══ MATERIAL SHOWN
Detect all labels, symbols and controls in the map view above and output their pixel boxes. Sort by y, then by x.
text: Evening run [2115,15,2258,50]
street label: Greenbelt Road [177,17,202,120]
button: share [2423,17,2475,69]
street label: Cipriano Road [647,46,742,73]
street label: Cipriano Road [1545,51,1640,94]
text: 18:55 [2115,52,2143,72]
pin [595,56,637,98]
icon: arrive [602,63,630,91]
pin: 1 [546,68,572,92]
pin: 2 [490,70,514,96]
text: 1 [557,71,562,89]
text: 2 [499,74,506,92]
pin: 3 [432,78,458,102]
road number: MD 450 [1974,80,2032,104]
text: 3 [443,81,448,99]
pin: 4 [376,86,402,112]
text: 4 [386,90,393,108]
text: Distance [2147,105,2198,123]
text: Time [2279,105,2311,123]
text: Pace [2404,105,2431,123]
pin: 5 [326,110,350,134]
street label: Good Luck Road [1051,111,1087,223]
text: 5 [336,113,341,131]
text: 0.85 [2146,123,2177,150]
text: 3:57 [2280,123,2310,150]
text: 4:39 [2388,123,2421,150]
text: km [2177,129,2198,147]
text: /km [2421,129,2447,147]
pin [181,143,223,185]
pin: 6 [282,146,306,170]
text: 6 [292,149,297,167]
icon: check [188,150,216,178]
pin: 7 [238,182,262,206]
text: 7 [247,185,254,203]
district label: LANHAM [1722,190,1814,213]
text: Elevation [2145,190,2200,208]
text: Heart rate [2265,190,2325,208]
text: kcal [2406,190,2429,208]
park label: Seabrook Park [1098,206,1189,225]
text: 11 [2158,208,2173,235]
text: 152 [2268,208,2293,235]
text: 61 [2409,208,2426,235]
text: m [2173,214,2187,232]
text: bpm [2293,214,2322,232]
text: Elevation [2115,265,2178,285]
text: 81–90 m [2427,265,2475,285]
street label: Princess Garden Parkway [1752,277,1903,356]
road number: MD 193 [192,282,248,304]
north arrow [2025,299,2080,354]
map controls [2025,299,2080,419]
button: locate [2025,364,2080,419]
════
YOUR OBJECTIVE: Provide an exact reproduction of all the entries shown above.

YOUR RESPONSE:
Detect all labels, symbols and controls in the map view above and output their pixel boxes. Sort by y, then by x.
text: Evening run [2115,15,2258,50]
street label: Greenbelt Road [177,17,202,120]
button: share [2423,17,2475,69]
street label: Cipriano Road [647,46,742,73]
street label: Cipriano Road [1545,51,1640,94]
text: 18:55 [2115,52,2143,72]
pin [595,56,637,98]
icon: arrive [602,63,630,91]
pin: 1 [546,68,572,92]
pin: 2 [490,70,514,96]
text: 1 [557,71,562,89]
text: 2 [499,74,506,92]
pin: 3 [432,78,458,102]
road number: MD 450 [1974,80,2032,104]
text: 3 [443,81,448,99]
pin: 4 [376,86,402,112]
text: 4 [386,90,393,108]
text: Distance [2147,105,2198,123]
text: Time [2279,105,2311,123]
text: Pace [2404,105,2431,123]
pin: 5 [326,110,350,134]
street label: Good Luck Road [1051,111,1087,223]
text: 5 [336,113,341,131]
text: 0.85 [2146,123,2177,150]
text: 3:57 [2280,123,2310,150]
text: 4:39 [2388,123,2421,150]
text: km [2177,129,2198,147]
text: /km [2421,129,2447,147]
pin [181,143,223,185]
pin: 6 [282,146,306,170]
text: 6 [292,149,297,167]
icon: check [188,150,216,178]
pin: 7 [238,182,262,206]
text: 7 [247,185,254,203]
district label: LANHAM [1722,190,1814,213]
text: Elevation [2145,190,2200,208]
text: Heart rate [2265,190,2325,208]
text: kcal [2406,190,2429,208]
park label: Seabrook Park [1098,206,1189,225]
text: 11 [2158,208,2173,235]
text: 152 [2268,208,2293,235]
text: 61 [2409,208,2426,235]
text: m [2173,214,2187,232]
text: bpm [2293,214,2322,232]
text: Elevation [2115,265,2178,285]
text: 81–90 m [2427,265,2475,285]
street label: Princess Garden Parkway [1752,277,1903,356]
road number: MD 193 [192,282,248,304]
north arrow [2025,299,2080,354]
map controls [2025,299,2080,419]
button: locate [2025,364,2080,419]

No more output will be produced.